Discussion. We hypothesized that the relationship between POS and OCBO would be stronger than that between POS and OCBI. Our results lend marginal support to this prediction, and to arguments for retaining a multidimensional OCB criterion. Marginal support for the differential hypothesis was likely a result of our modest sample size and corresponding lack of statistical power. Thus, additional research is warranted to determine whether the differential prediction between POS, OCBO, and OCBI can be replicated. Study 2 accomplishes this using a larger sample, different measures and analyses, and another organizational setting.
Participants and Procedure. Participants were employees recruited from several restaurant companies located in the Midwest. General Managers were first contacted in person for authorization to approach employees. Once these managers agreed, employees were then asked during employee meetings to volunteer to complete questionnaires. The 257 participants for this study were drawn from approximately 350 eligible participants. Eligibility was determined by only including entry-level employees who had worked for the organization for at least one month. Data were collected from participants via two on-site surveys, one administered to employees and the other (the OCB measures) given to managers. The employee response rate was 74%. The sample was 75% female, 73% white with a mean age of 27 and an average tenure of 2.7 years. After completion, the OCB measures were hand-collected by the second author.
Measures. All scales used in the study were scored on a five-point Likert scale (1 = Strongly Disagree to 5 = Strongly Agree).
1. Organizational citizenship behaviors. Managers (i.e., general and supervisory) who worked directly with the participants were asked to rate each respondent on their propensity to engage in two types of citizenship behavior. The two types of OCBs consisted of a six-item loyalty scale representing OCBOs (e.g., "Actively promotes organization's products and services"; Van Dyne et al, 1994), and a five-item helping scale representing OCBIs (e.g., "Helps others who have been absent"; Podsakoff et al., 1990).
The two OCB subscales were chosen based on civic citizenship theory, which argues that the success of an organization may be influenced by individual behavior associated with relational ties between the citizen/employee and the company (Graham, 1991). This theory guided the classification of the citizenship behaviors into OCBOs and OCBIs. Based on specific scale items and the subscale definition, helping behavior was judged to primarily benefit others in a direct manner (OCBI) (Williams and Anderson, 1991), whereas loyalty was judged to primarily benefit the organization directly (OCBO). The Cronbach's reliability estimate for the helping scale was .91, and for the loyalty scale was .82.
2. Perceived organizational support. The measure of POS used in the second study contained a total of nine items and was identical to that presented in Eisenberger et al. (1990). As in Study 1, responses were rated on a five-point Likert-type response format (1 Strongly Disagree to 5 = Strongly Agree; [alpha] = .86).

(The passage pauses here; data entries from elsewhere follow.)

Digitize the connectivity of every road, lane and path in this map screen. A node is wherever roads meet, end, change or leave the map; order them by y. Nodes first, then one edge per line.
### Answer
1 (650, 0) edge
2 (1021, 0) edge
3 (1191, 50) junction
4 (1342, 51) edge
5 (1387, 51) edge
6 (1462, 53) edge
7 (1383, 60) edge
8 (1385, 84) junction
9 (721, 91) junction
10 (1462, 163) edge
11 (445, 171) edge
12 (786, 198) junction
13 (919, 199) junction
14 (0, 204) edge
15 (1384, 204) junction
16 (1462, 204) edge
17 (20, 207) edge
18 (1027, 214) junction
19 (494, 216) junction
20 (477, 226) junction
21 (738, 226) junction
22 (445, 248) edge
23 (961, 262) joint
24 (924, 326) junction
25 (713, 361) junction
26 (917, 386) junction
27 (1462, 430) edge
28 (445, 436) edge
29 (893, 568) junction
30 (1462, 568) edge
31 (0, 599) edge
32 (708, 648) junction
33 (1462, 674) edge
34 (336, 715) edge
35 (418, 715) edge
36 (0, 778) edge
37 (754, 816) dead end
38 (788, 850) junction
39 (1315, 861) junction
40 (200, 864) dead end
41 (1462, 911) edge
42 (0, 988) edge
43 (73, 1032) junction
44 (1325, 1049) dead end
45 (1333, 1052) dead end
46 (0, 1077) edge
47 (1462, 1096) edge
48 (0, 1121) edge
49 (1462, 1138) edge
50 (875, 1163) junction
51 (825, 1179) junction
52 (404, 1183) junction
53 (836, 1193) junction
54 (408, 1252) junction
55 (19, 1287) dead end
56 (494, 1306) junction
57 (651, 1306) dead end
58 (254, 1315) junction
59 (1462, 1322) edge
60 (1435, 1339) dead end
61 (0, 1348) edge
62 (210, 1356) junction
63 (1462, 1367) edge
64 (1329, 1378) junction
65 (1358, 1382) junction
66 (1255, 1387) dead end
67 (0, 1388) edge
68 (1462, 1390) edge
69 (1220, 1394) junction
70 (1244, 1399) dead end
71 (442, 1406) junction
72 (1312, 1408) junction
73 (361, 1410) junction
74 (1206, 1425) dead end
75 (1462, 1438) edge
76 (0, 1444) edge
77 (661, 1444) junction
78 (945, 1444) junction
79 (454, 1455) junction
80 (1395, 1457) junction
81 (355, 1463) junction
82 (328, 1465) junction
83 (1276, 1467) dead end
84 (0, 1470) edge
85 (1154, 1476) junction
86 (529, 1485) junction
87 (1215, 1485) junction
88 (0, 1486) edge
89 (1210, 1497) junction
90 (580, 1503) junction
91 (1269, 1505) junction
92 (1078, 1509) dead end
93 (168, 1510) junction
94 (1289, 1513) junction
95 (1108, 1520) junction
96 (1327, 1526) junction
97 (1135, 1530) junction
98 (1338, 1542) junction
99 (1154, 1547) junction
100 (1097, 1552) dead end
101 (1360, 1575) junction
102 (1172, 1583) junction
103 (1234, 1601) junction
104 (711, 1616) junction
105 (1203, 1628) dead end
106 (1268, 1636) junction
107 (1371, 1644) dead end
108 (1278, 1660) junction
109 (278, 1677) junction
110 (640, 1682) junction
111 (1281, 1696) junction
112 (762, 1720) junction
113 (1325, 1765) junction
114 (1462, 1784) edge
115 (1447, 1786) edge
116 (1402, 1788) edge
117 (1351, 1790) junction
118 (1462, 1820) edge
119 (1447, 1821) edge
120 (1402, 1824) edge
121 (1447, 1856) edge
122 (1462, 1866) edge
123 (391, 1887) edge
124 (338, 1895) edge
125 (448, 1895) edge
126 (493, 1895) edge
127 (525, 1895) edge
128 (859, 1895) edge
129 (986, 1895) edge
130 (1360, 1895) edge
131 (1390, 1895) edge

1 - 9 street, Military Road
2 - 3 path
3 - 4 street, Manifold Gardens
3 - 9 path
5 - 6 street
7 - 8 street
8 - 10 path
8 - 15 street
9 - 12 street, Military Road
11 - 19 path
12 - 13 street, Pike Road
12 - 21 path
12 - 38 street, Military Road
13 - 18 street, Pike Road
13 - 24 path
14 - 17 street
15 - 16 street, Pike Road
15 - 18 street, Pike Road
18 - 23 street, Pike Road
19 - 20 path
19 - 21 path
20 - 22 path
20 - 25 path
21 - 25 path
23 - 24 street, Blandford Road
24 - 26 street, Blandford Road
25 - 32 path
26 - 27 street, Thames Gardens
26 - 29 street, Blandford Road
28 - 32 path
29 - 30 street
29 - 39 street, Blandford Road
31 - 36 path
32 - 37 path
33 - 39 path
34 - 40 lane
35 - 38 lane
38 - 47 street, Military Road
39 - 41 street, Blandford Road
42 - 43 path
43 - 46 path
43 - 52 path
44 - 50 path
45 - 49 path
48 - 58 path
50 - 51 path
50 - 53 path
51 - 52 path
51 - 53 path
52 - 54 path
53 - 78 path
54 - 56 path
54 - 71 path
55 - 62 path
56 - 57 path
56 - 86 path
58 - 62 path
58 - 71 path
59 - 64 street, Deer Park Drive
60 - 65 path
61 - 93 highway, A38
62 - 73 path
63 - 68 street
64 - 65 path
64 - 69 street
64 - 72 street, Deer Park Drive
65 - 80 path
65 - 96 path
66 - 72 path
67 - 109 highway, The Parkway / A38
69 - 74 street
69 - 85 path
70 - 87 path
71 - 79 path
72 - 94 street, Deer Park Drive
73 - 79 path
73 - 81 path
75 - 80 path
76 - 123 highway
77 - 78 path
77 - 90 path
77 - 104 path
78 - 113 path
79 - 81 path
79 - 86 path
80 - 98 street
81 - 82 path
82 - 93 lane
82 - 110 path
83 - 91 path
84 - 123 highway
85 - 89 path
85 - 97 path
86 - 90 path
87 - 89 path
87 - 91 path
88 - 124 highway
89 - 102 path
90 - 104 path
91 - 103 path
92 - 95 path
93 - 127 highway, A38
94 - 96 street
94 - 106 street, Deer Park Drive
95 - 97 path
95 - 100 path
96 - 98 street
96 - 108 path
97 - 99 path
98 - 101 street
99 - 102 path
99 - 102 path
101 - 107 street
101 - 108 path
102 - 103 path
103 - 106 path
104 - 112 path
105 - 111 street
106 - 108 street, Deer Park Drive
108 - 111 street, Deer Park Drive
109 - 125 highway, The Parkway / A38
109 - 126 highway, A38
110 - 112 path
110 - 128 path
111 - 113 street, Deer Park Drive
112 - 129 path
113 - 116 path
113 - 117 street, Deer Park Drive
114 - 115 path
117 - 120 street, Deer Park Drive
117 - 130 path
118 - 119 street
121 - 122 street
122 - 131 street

Results. Correlations among primary study variables for study two are shown in the top half of Table 2. The correlations between POS and helping/OCBI (r=.15) and loyalty! OCBO (r = .27) were both statistically significant at p<.01 (see Table 2). The hypothesis was tested by comparing the difference in the POS-OCBI and POS-OCBO correlations using a one-tailed t-test following procedures described by Cohen and Cohen (1983). As predicted, the POS-OCBO relationship was significantly stronger than that between POS and OCBI (t(234) = 1.80, p<.05).
Additionally, hierarchical regression analyses were conducted using OCBO and OCBI as separate dependent variables, with age, race, gender, and tenure used as control variables. These control variables were included based on past research findings suggesting relationships between each of these variables with both POS and OCBs (e.g.. Eisenberger et at., 1986; Stamper and Van Dyne, 1999; Van Dyne et a. l, 1994; Wayne et al., 1997). As argued by Cohen and Cohen (1983), hierarchical regression tends to be a more robust analysis technique than simple correlational analysis in detecting possible relationships among variables.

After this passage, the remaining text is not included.